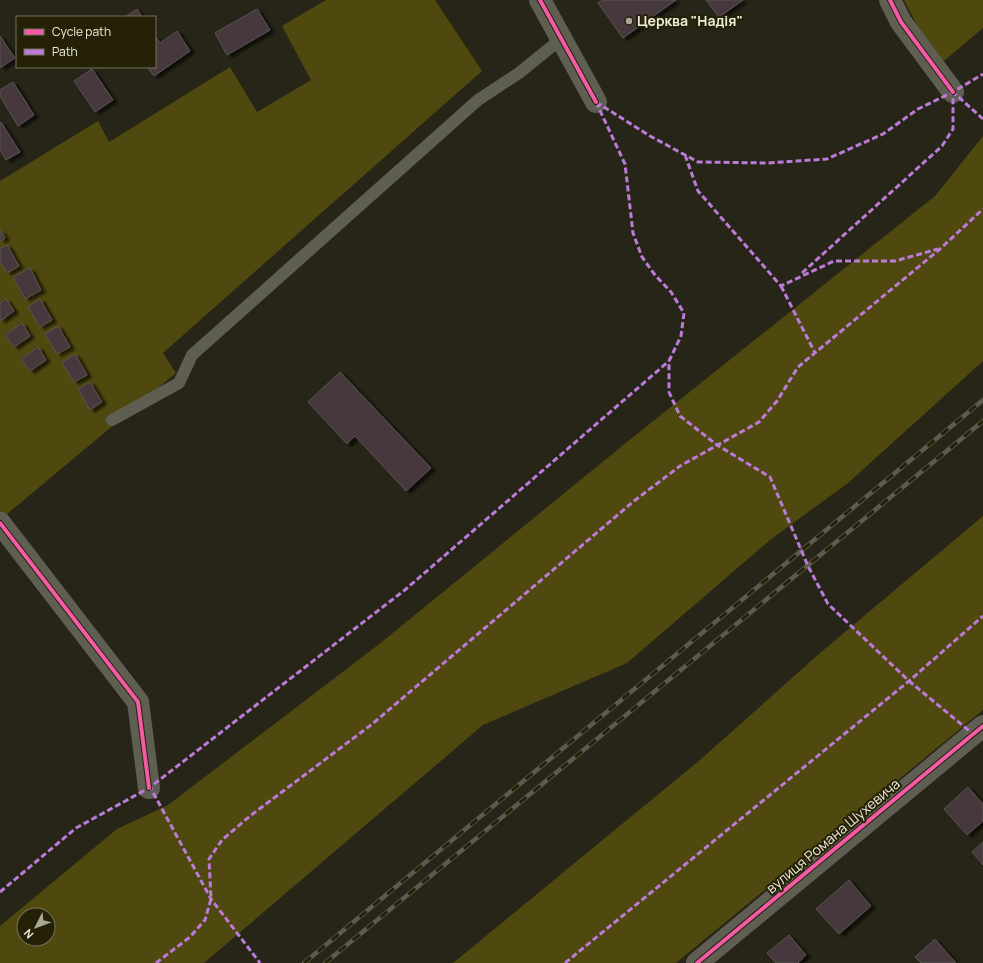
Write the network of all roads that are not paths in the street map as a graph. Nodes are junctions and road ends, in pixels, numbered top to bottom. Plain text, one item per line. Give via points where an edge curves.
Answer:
1 (540, 0) edge
2 (890, 0) edge
3 (561, 39) junction
4 (952, 92) dead end
5 (596, 102) dead end
6 (112, 420) dead end
7 (2, 530) edge
8 (980, 736) edge
9 (149, 788) dead end
10 (697, 963) edge

1 - 3 street
2 - 4 street via 902,22
3 - 5 street
3 - 6 lane via 519,73 478,100 192,355 179,383
7 - 9 street via 138,702
8 - 10 street, вулиця Романа Шухевича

Task:
Without the pictures, return all the entries above exactly as they stand.

Answer area:
Write the network of all roads that are not paths in the street map as a graph. Nodes are junctions and road ends, in pixels, numbered top to bottom. Plain text, one item per line. Give via points where an edge curves.
Answer:
1 (540, 0) edge
2 (890, 0) edge
3 (561, 39) junction
4 (952, 92) dead end
5 (596, 102) dead end
6 (112, 420) dead end
7 (2, 530) edge
8 (980, 736) edge
9 (149, 788) dead end
10 (697, 963) edge

1 - 3 street
2 - 4 street via 902,22
3 - 5 street
3 - 6 lane via 519,73 478,100 192,355 179,383
7 - 9 street via 138,702
8 - 10 street, вулиця Романа Шухевича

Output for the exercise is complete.